La política del PC-PS, que sostenían a Allende, era el desarme de la revolución y que avanzara con “rostro humano”, no el socialismo sino la contrarrevolución (o sea, una contrarrevolución sin golpe militar). Esto suponía disciplinar a esta última al propio gobierno de la Unidad Popular. Para esto Allende estuvo negociando, en las semanas previas a su caída, un pacto con la Democracia Cristiana (otra vez, extraparlamentario y no constitucional) y la eventualidad de un plebiscito. Fue como parte de estas maniobras que el propio Allende designó a Pinochet como Comandante en Jefe del Ejército. Al mismo tiempo, una ley “de emergencia” ordenó requisar el armamento obrero, y esto como excusa para poner “en operaciones” a la tropa contra el pueblo insurgente. En el mismo artículo de P.O., ya mencionado, citamos al diario del PC de la época llamando a “confiar en las Fuerzas Armadas”.
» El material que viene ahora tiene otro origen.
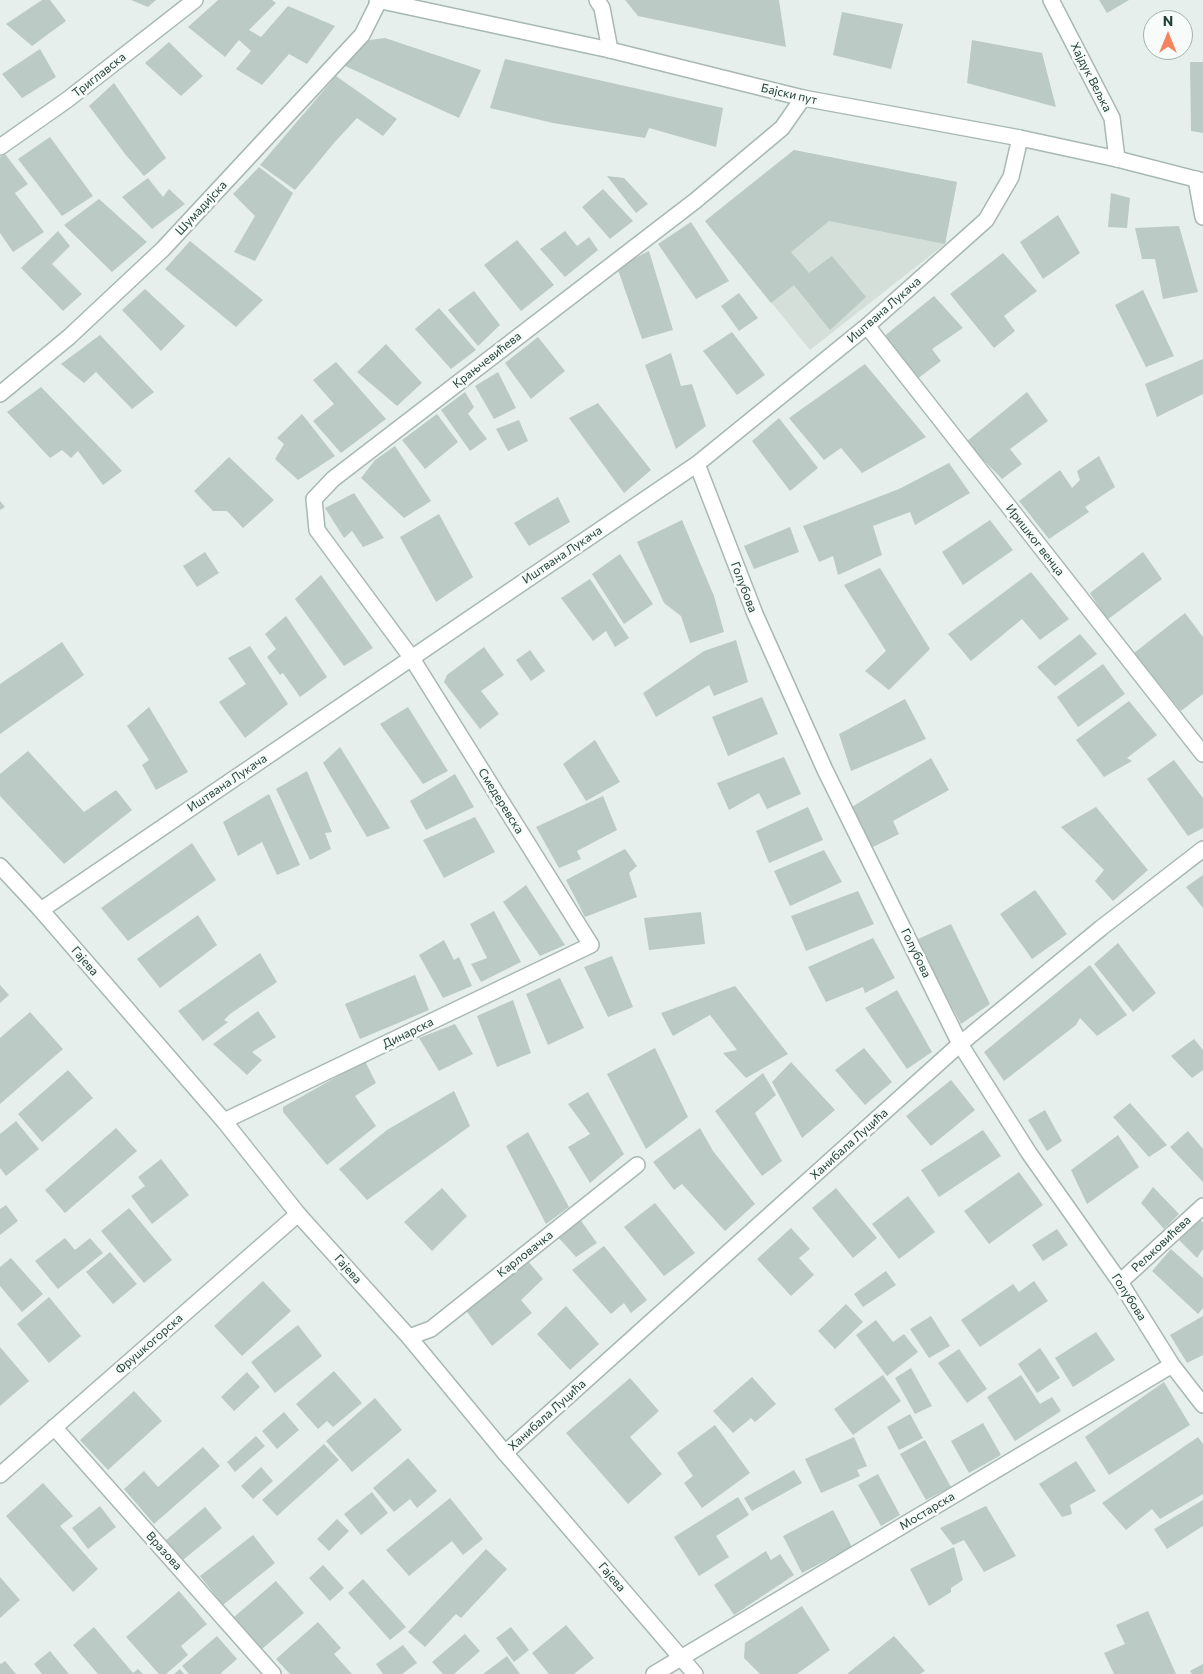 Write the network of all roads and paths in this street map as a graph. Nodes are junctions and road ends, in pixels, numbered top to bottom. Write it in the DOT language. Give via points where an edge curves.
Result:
graph roads {
  1 [pos="195,0"];
  2 [pos="597,0"];
  3 [pos="1051,0"];
  4 [pos="378,1"];
  5 [pos="610,50"];
  6 [pos="803,98"];
  7 [pos="1020,138"];
  8 [pos="0,147"];
  9 [pos="1117,159"];
  10 [pos="1200,180"];
  11 [pos="1203,217"];
  12 [pos="867,326"];
  13 [pos="0,394"];
  14 [pos="697,464"];
  15 [pos="411,657"];
  16 [pos="1203,754"];
  17 [pos="1203,849"];
  18 [pos="0,866"];
  19 [pos="41,910"];
  20 [pos="591,944"];
  21 [pos="960,1044"];
  22 [pos="224,1121"];
  23 [pos="638,1165"];
  24 [pos="1203,1206"];
  25 [pos="298,1214"];
  26 [pos="1120,1282"];
  27 [pos="409,1337"];
  28 [pos="1172,1365"];
  29 [pos="1203,1405"];
  30 [pos="54,1427"];
  31 [pos="505,1453"];
  32 [pos="0,1475"];
  33 [pos="680,1657"];
  34 [pos="273,1674"];
  35 [pos="654,1674"];
  36 [pos="695,1674"];
  1 -- 8 [label="street, Триглавска" via="67,100"];
  2 -- 5 [label="street" via="602,8"];
  3 -- 9 [label="street, Хајдук Вељка" via="1112,118"];
  4 -- 5 [label="street, Бајски пут"];
  4 -- 13 [label="street, Шумадијска" via="362,35 163,249 69,337"];
  5 -- 6 [label="street, Бајски пут"];
  6 -- 7 [label="street, Бајски пут"];
  6 -- 15 [label="street, Крањчевићева" via="782,128 695,201 333,479 314,499 317,530"];
  7 -- 9 [label="street, Бајски пут"];
  7 -- 12 [label="street, Иштвана Лукача" via="1011,176 986,220"];
  9 -- 10 [label="street, Бајски пут"];
  10 -- 11 [label="street"];
  12 -- 14 [label="street, Иштвана Лукача"];
  12 -- 16 [label="street, Иришког венца"];
  14 -- 15 [label="street, Иштвана Лукача"];
  14 -- 21 [label="street, Голубова" via="754,614 825,770"];
  15 -- 19 [label="street, Иштвана Лукача"];
  15 -- 20 [label="street, Смедеревска"];
  17 -- 21 [label="street, Ханибала Луцића"];
  18 -- 19 [label="street, Гајева"];
  19 -- 22 [label="street, Гајева"];
  20 -- 22 [label="street, Динарска"];
  21 -- 26 [label="street, Голубова" via="1030,1153"];
  21 -- 31 [label="street, Ханибала Луцића"];
  22 -- 25 [label="street, Гајева"];
  23 -- 27 [label="street, Карловачка" via="431,1329"];
  24 -- 26 [label="street, Рељковићева"];
  25 -- 27 [label="street, Гајева"];
  25 -- 30 [label="street, Фрушкогорска"];
  26 -- 28 [label="street, Голубова"];
  27 -- 31 [label="street, Гајева"];
  28 -- 29 [label="street, Голубова"];
  28 -- 33 [label="street, Мостарска"];
  30 -- 32 [label="street, Фрушкогорска"];
  30 -- 34 [label="street, Вразова"];
  31 -- 33 [label="street, Гајева"];
  33 -- 35 [label="street, Мостарска"];
  33 -- 36 [label="street, Гајева"];
}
Disponemos ahora de un reportaje reciente concedido por Pinochet a un historiador norteamericano de su entera confianza (reproducido en la revista sanjuanina Plural del 19 de septiembre pasado), en el cual el senil verdugo, suelto de lengua, confiesa “una cosa que no la sabe nadie: (que) el Partido Comunista me recomendó con Allende; ellos sí – agrega- se equivocaron conmigo”. La disquisición sobre tal “recomendación” es relativamente intrascendente, porque las pruebas de que el PC apoyó e inspiró la política de rodear de militares al Poder Ejecutivo y de desarmar a los obreros y campesinos son abrumadoras. Es una línea que conducía a un “autogolpe” de Allende, en parte consumado con la incorporación de los ministros militares, que podía desenvolverse en la dirección de acentuar la militarización. El propósito era elevar al gobierno como árbitro para poner al país en caja , más allá de las instituciones representativas.
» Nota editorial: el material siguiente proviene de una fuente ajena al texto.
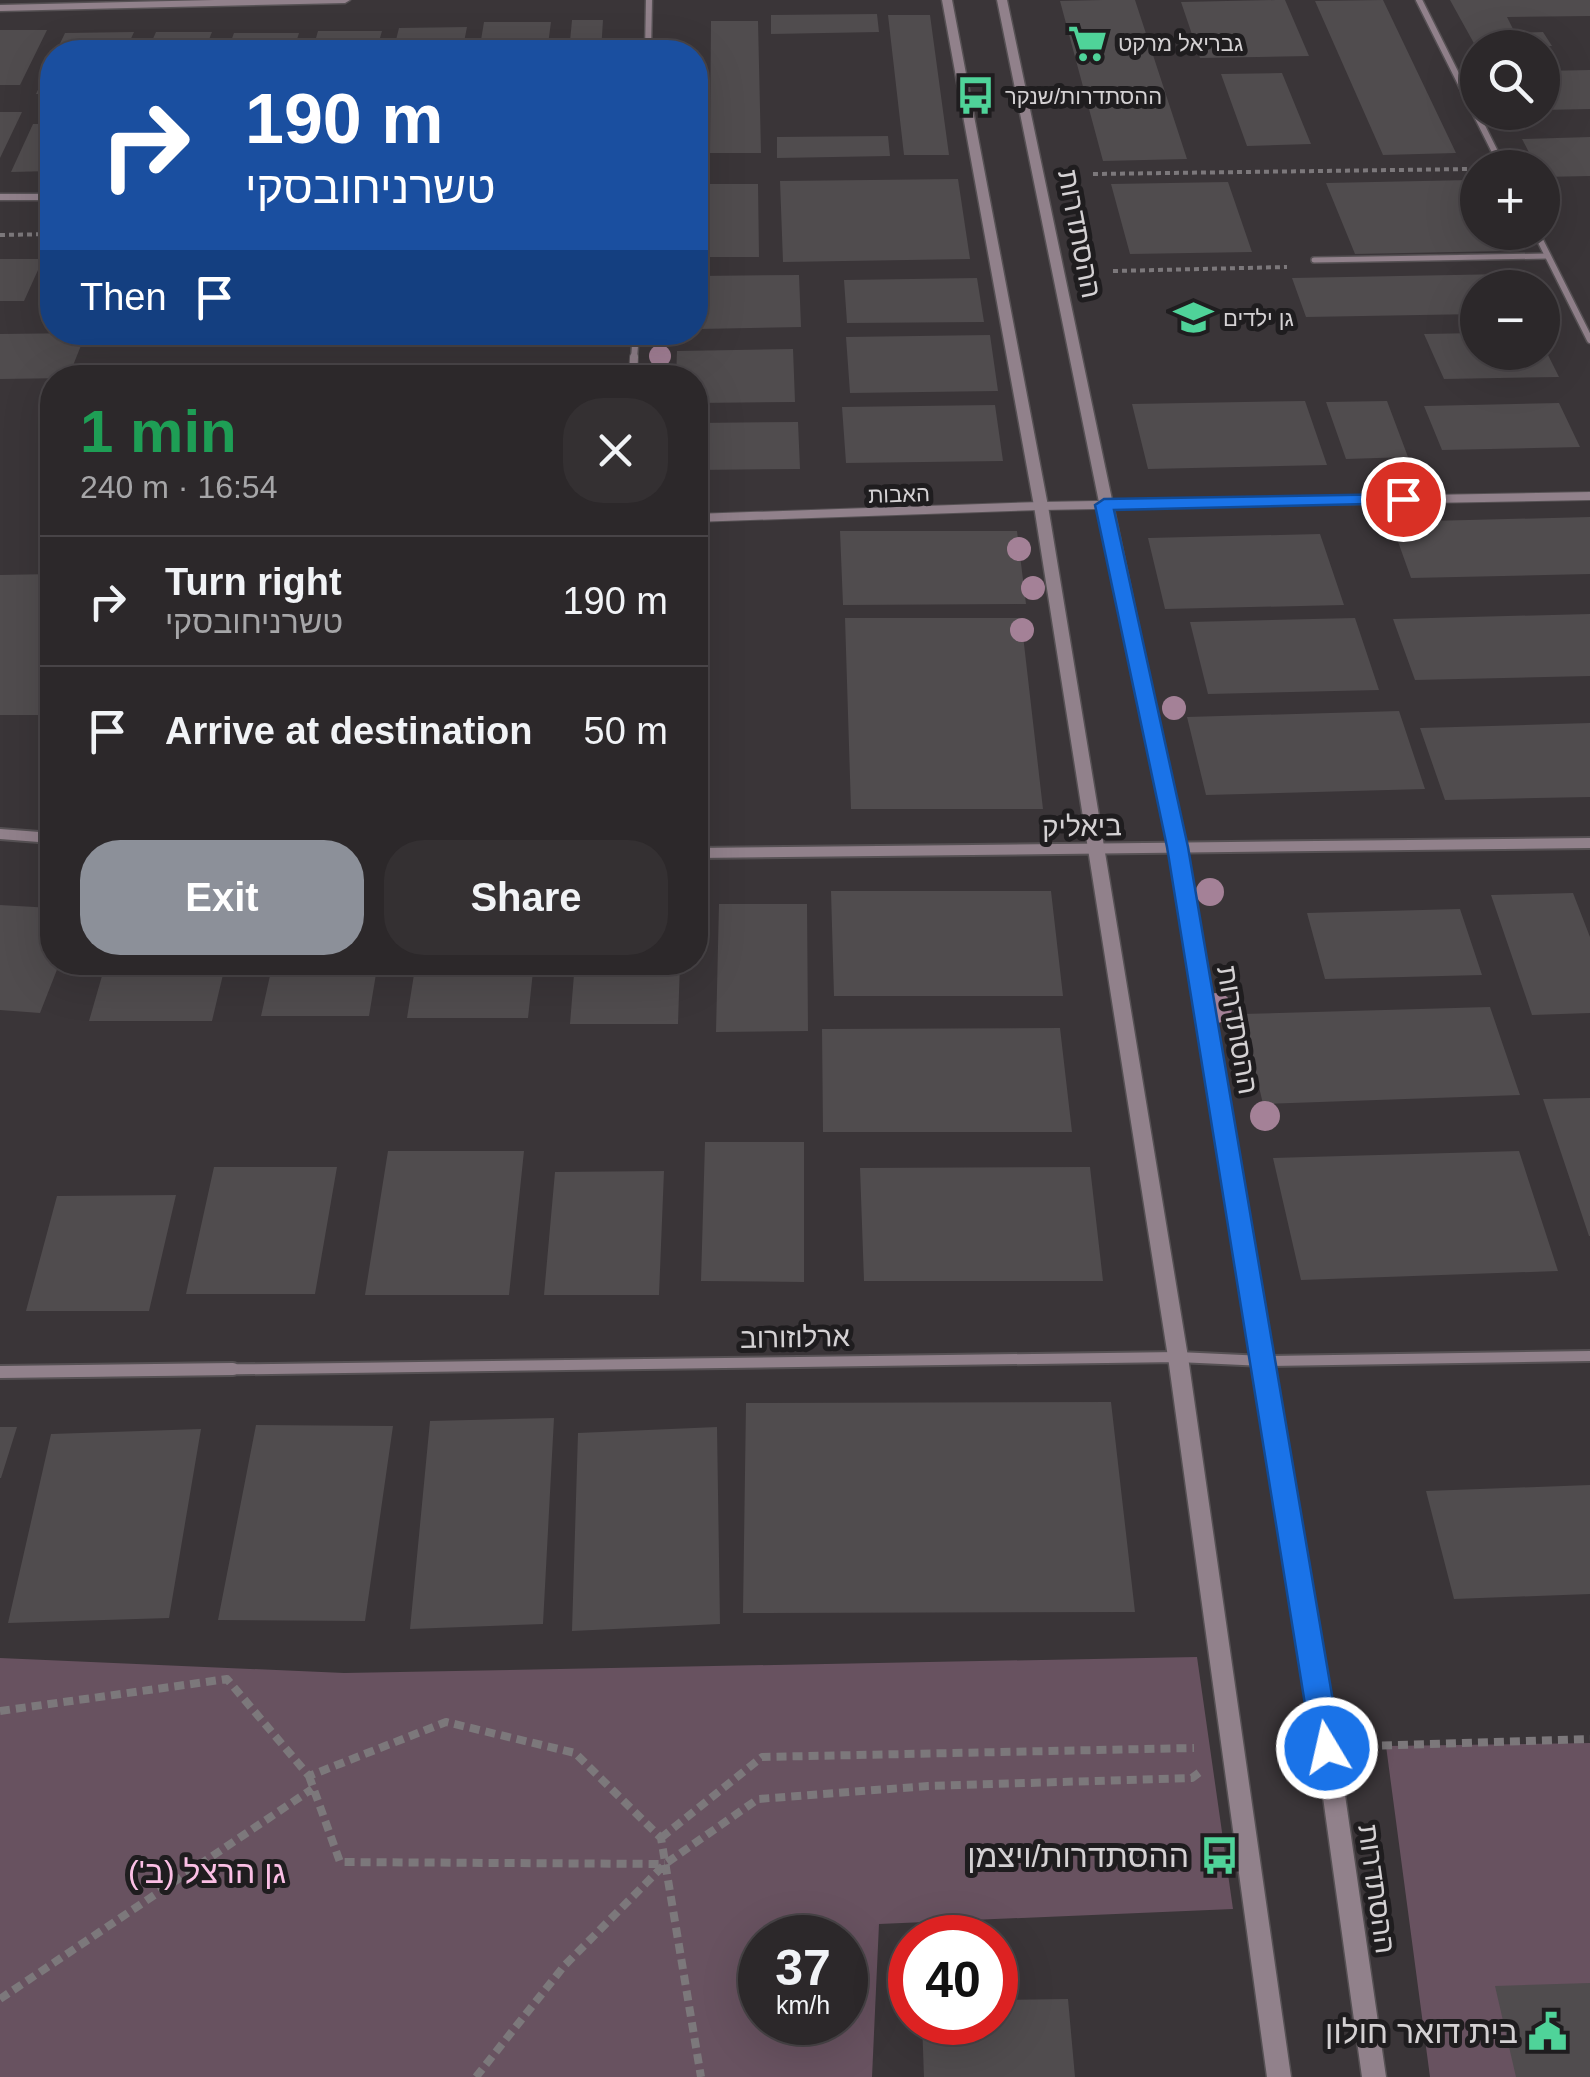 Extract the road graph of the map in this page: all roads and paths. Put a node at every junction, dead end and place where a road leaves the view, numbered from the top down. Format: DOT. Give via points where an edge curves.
graph roads {
  1 [pos="345,0"];
  2 [pos="649,0"];
  3 [pos="947,0"];
  4 [pos="1002,0"];
  5 [pos="1419,0"];
  6 [pos="0,8"];
  7 [pos="648,40"];
  8 [pos="1494,150"];
  9 [pos="1460,168"];
  10 [pos="1092,174"];
  11 [pos="40,196"];
  12 [pos="0,198"];
  13 [pos="40,234"];
  14 [pos="0,235"];
  15 [pos="1544,250"];
  16 [pos="1547,256"];
  17 [pos="1314,260"];
  18 [pos="1590,340"];
  19 [pos="1590,496"];
  20 [pos="1104,505"];
  21 [pos="1041,506"];
  22 [pos="708,518"];
  23 [pos="0,834"];
  24 [pos="40,837"];
  25 [pos="1590,843"];
  26 [pos="1177,847"];
  27 [pos="1097,848"];
  28 [pos="708,853"];
  29 [pos="1590,1356"];
  30 [pos="1178,1357"];
  31 [pos="1264,1361"];
  32 [pos="0,1372"];
  33 [pos="0,1711"];
  34 [pos="1590,1739"];
  35 [pos="1233,1748"];
  36 [pos="1327,1748"];
  37 [pos="309,1776"];
  38 [pos="312,1790"];
  39 [pos="661,1838"];
  40 [pos="665,1864"];
  41 [pos="0,1999"];
  42 [pos="476,2077"];
  43 [pos="702,2077"];
  44 [pos="1278,2077"];
  45 [pos="1374,2077"];
  1 -- 6 [label="street"];
  2 -- 7 [label="street"];
  3 -- 21 [label="street"];
  4 -- 20 [label="street, ההסתדרות"];
  5 -- 8 [label="street"];
  9 -- 10 [label="path"];
  11 -- 12 [label="street"];
  13 -- 14 [label="path"];
  15 -- 16 [label="street"];
  16 -- 17 [label="lane"];
  16 -- 18 [label="street"];
  19 -- 20 [label="street, האבות"];
  20 -- 21 [label="street, האבות"];
  20 -- 26 [label="street, ההסתדרות"];
  21 -- 22 [label="street, האבות"];
  21 -- 27 [label="street"];
  23 -- 24 [label="street"];
  25 -- 26 [label="street, ביאליק"];
  26 -- 27 [label="street, ביאליק"];
  26 -- 31 [label="street, ההסתדרות"];
  27 -- 28 [label="street, ביאליק"];
  27 -- 30 [label="street"];
  29 -- 31 [label="street, ארלוזורוב"];
  30 -- 31 [label="street, ארלוזורוב"];
  30 -- 32 [label="street, ארלוזורוב"];
  30 -- 35 [label="street"];
  31 -- 36 [label="street, ההסתדרות"];
  33 -- 37 [label="path" via="227,1679"];
  34 -- 36 [label="path"];
  35 -- 39 [label="path" via="762,1758"];
  35 -- 40 [label="path" via="1192,1778 928,1786 758,1800"];
  35 -- 44 [label="street"];
  36 -- 45 [label="street, ההסתדרות"];
  37 -- 38 [label="path"];
  37 -- 39 [label="path" via="446,1722 575,1753"];
  38 -- 40 [label="path" via="340,1862"];
  38 -- 41 [label="path"];
  39 -- 40 [label="path"];
  40 -- 42 [label="path" via="564,1966"];
  40 -- 43 [label="path"];
}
La confirmación de esta línea del PC y Allende aparece en el mismo reportaje, cuando el historiador de marras – y Pinochet – admiten que “Allende había logrado aproximarse muy bien a los altos mandos del Ejército, la Armada y Carabineros (y que ) quería dar un autogolpe”. No está claro a quién incluiría el “autogolpe”. Aunque Pinochet sugiere que podría ser comandando por su antecesor – el general Prats – el planteo de avanzar hacia un gobierno “cívico-militar” por parte del tándem Allende-PC, que pudiera integrar al propio Pinochet, no debe ser descartado. Entonces, la eventual “recomendación” del PC es algo más que una equivocación. (En todo caso, repitieron la “equivocación” cuando plantearon una orientación similar en la Argentina en 1976.)
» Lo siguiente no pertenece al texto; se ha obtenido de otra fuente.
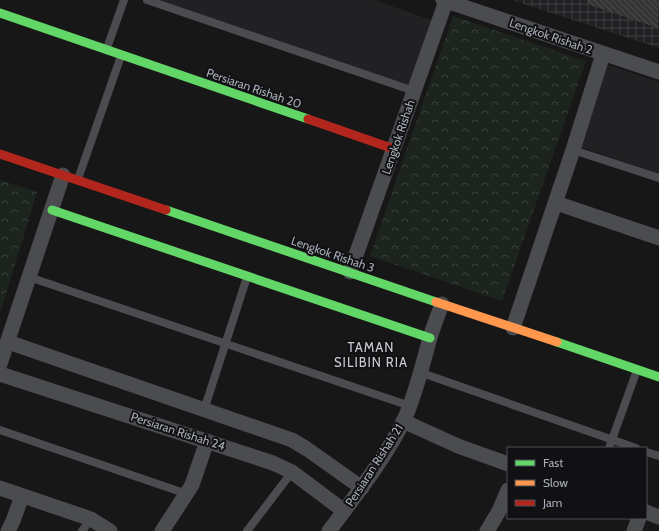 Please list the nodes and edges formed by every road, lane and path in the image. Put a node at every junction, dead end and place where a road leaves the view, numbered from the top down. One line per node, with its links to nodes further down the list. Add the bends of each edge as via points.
1 (124, 0): 6 (lane)
2 (147, 0): 4 (lane)
3 (444, 0): 8 (street, Lengkok Rishah 2); 10 (street, Lengkok Rishah)
4 (168, 3): 10 (lane)
5 (0, 12): 6 (street, Persiaran Rishah 20)
6 (107, 49): 7 (street, Persiaran Rishah 20)
7 (121, 54): 11 (street, Persiaran Rishah 20); 16 (lane)
8 (603, 54): 9 (street, Lengkok Rishah 2); 12 (street)
9 (659, 72)
10 (414, 91): 11 (street, Lengkok Rishah)
11 (394, 149): 20 (street, Lengkok Rishah)
12 (573, 150): 15 (lane); 17 (street)
13 (0, 154): 14 (street, Lengkok Rishah 3)
14 (63, 175): 16 (street, Lengkok Rishah 3); 18 (street)
15 (659, 178)
16 (78, 180): 20 (street, Lengkok Rishah 3)
17 (556, 203): 19 (street); 24 (street)
18 (52, 210): 21 (street); 22 (street)
19 (659, 238)
20 (350, 272): 23 (street, Lengkok Rishah 3)
21 (247, 276): 25 (street); 27 (lane)
22 (29, 277): 26 (street); 27 (lane)
23 (442, 304): 24 (street, Lengkok Rishah 3); 25 (street, Persiaran Rishah 21)
24 (513, 328): 29 (street, Lengkok Rishah 3)
25 (430, 338): 30 (street, Persiaran Rishah 21)
26 (8, 342): 28 (street); 34 (street)
27 (225, 343): 33 (lane); 34 (lane)
28 (0, 364)
29 (637, 370): 32 (street, Lengkok Rishah 3); 37 (lane)
30 (422, 373): 33 (street, Persiaran Rishah 21); 37 (lane)
31 (0, 374): 38 (street, Persiaran Rishah 24)
32 (659, 377)
33 (410, 406): 35 (street, Persiaran Rishah 21)
34 (204, 410): 46 (street, via 292,440)
35 (404, 421): 43 (street, via 458,446); 46 (street, Persiaran Rishah 21)
36 (0, 430): 48 (lane)
37 (612, 440): 39 (lane); 40 (lane)
38 (208, 441): 44 (street, Persiaran Rishah 24); 48 (street)
39 (609, 447)
40 (633, 447)
41 (647, 452): 42 (lane)
42 (659, 456)
43 (507, 464)
44 (292, 472): 50 (street, Persiaran Rishah 24); 59 (lane)
45 (0, 488): 49 (street)
46 (362, 488): 50 (street, Persiaran Rishah 21)
47 (507, 492): 61 (street)
48 (187, 494): 58 (street)
49 (22, 496): 53 (street); 55 (street)
50 (344, 511): 60 (street, Persiaran Rishah 21)
51 (647, 512): 52 (street)
52 (659, 517)
53 (91, 519): 56 (lane); 57 (street)
54 (639, 519): 62 (street)
55 (8, 531)
56 (82, 531)
57 (110, 531)
58 (162, 531)
59 (247, 531)
60 (329, 531)
61 (487, 531)
62 (634, 531)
Que admitir esta hipótesis no es un exabrupto lo demuestra el sociólogo hiper-allendistaTomás Moulián, que interpreta el suicidio de Allende como una reacción frente a la “traición” de Pinochet. ¿Traición al socialismo? No, sería absurdo. Es plausible de ser interpretada, en cambio, como el abandono del proyecto de un gobierno cívico-militar y del sometimiento de la revolución bajo el comando del Ejecutivo comandado por Allende-Pinochet. La polarización entre la revolución y la contrarrevolución ya no admitía medias tintas. La verdad histórica, entonces, o las cosas en su lugar.